Otra realizadora de cine ensayo que, además, reivindica la faceta autobiográfica del género, es Agnés Varda. En su filme Los espigadores y la espigadora hace un paralelismo visual entre la labor de espigar en el campo y los espigadores de hoy: aquellos que recogen alimentos y objetos de la basura. Todo esto, además, lo relaciona consigo misma y su constante “espigar imágenes”: ella se presenta como una recolectora de fragmentos visuales que sobran y se echa la cámara el hombro para imitar a la espigadora de Breton, quien sostiene un cúmulo de restos de alguna cosecha.
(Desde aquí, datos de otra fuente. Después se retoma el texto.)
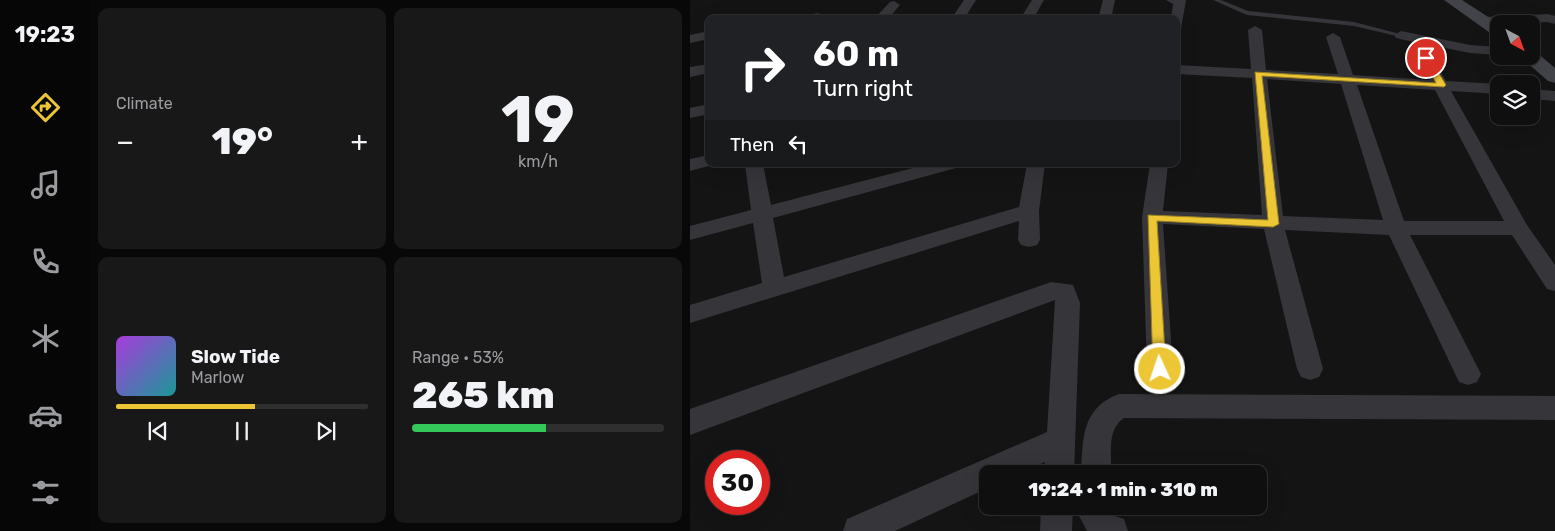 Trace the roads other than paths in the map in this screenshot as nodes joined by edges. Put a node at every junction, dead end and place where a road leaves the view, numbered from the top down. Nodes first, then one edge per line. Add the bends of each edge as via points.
1 (970, 0) edge
2 (1038, 0) edge
3 (1109, 0) edge
4 (1172, 0) edge
5 (1216, 0) edge
6 (1452, 0) edge
7 (894, 6) dead end
8 (884, 15) edge
9 (959, 15) edge
10 (1029, 15) edge
11 (1105, 15) edge
12 (1178, 15) edge
13 (1555, 20) edge
14 (1485, 21) junction
15 (1490, 25) edge
16 (1255, 30) dead end
17 (1401, 35) joint
18 (705, 36) edge
19 (1333, 37) dead end
20 (690, 39) edge
21 (1418, 44) dead end
22 (1490, 50) edge
23 (1540, 64) edge
24 (705, 69) edge
25 (1180, 69) edge
26 (690, 72) edge
27 (1258, 74) junction
28 (1555, 77) edge
29 (1346, 79) junction
30 (1442, 85) junction
31 (1540, 88) edge
32 (1555, 88) edge
33 (1490, 89) edge
34 (1540, 95) edge
35 (1555, 96) edge
36 (705, 110) edge
37 (690, 113) edge
38 (705, 161) edge
39 (690, 164) edge
40 (755, 167) edge
41 (938, 167) edge
42 (1036, 167) edge
43 (1159, 167) edge
44 (1029, 211) junction
45 (763, 214) junction
46 (1152, 217) junction
47 (1273, 224) junction
48 (1396, 228) junction
49 (1518, 228) junction
50 (690, 233) edge
51 (1029, 240) dead end
52 (1555, 283) edge
53 (774, 288) junction
54 (690, 314) edge
55 (1160, 369) dead end
56 (1310, 369) dead end
57 (1468, 374) dead end
58 (1555, 408) edge
59 (690, 422) edge
60 (1061, 440) junction
61 (1060, 465) edge
62 (1097, 465) edge
63 (1057, 515) edge
64 (1095, 515) edge
65 (859, 531) edge
66 (1056, 531) edge
67 (1112, 531) edge

1 - 9 street
2 - 10 street
3 - 11 street
4 - 12 street via 1180,0
5 - 17 lane via 1247,13 1354,24
6 - 14 street
7 - 8 street
13 - 14 street
14 - 15 street
16 - 27 street
17 - 22 street
18 - 20 street
19 - 29 street
21 - 30 street
23 - 28 street
24 - 26 street
25 - 27 street
27 - 29 street
27 - 47 street
29 - 30 street
29 - 48 street
30 - 33 street
30 - 49 street
31 - 32 street
34 - 35 street
36 - 37 street
38 - 39 street
40 - 45 street
41 - 45 street
42 - 44 street
43 - 46 street
44 - 51 street
44 - 53 street
45 - 50 street
45 - 53 street
46 - 47 street
46 - 55 street
47 - 48 street
47 - 56 street
48 - 49 street
48 - 57 street
49 - 52 street
53 - 54 street
58 - 62 street via 1119,406 1106,413 1099,424
59 - 60 street via 1051,291 1065,291 1068,303
60 - 61 street
60 - 65 street
63 - 66 street
64 - 67 street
Orson Welles es, quizás, uno de los directores de cine más reconocidos por “ensayar películas”. F for Fake es, en su primera hora de duración, un documental sobre la falsedad y la autenticidad en el arte a través de la figura de Elmyr de Hory —Welles incluye constantemente sus reflexiones personales del tema, pero sin salirse demasiado de la línea documentalista—. A partir del minuto 60, el filme se aleja del documental para convertirse en un filme ensayo. Utiliza para ello una ficción, pero su ficción construye un pensamiento que va más allá de ser verdadero o falso. Y es en ese momento apoteósico cuando la autenticidad y la falsedad se fusionan hasta convertirse en un mismo asunto. Basta con remitirnos a su adaptación de El Quijote, que en realidad es un ensayo fílmico en donde hace viajar a Don Quijote y a Sancho a la España de los años sesenta; una excusa para pensar en la atemporalidad de estos personajes literarios que, para Welles, eran fantasmas.
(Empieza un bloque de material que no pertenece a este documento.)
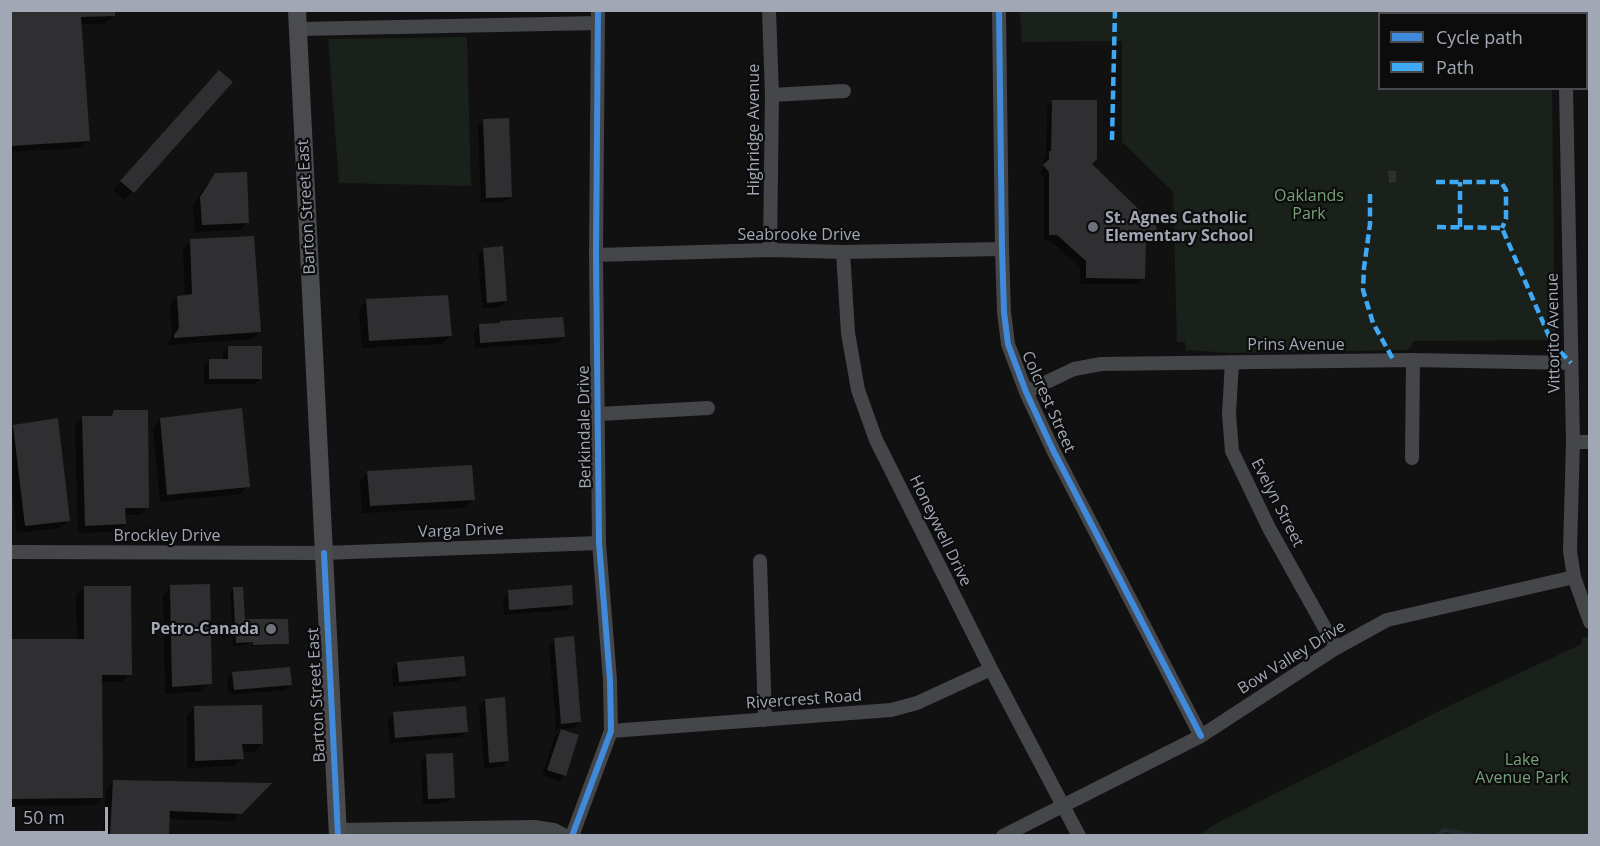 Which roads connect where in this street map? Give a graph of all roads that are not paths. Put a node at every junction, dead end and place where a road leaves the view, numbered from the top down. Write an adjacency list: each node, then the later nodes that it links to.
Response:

Harun Farocki también se siente atraído hacia estas posibilidades del cine ensayo: en Fuego inextinguible echa mano sobre la ficción para exponer ideas y reflexiones personales sobre la guerra en Vietnam y la construcción de armas nucleares. Los testimonios que aparecen en el filme no son de personas reales sino de personajes, pero sus declaraciones son válidas ya que reconstruyen la enajenación del sujeto frente a una maquinaria de guerra.

En tanto el filme ensayo es, probablemente, el género cinematográfico más exiguo en cuanto a producción pero el que más experimenta con las posibilidades del lenguaje audiovisual en el cine, puede que sea la forma que consiga renovar o, diría Greenaway, revivir el cine que ha muerto. Después de todo, una imagen que se piensa a sí misma es capaz de encontrar nuevas preocupaciones, reconstruirse y evolucionar. Ahora, la pregunta de si esa evolución es necesaria —¿por qué? ¿para qué?— daría para otro ensayo.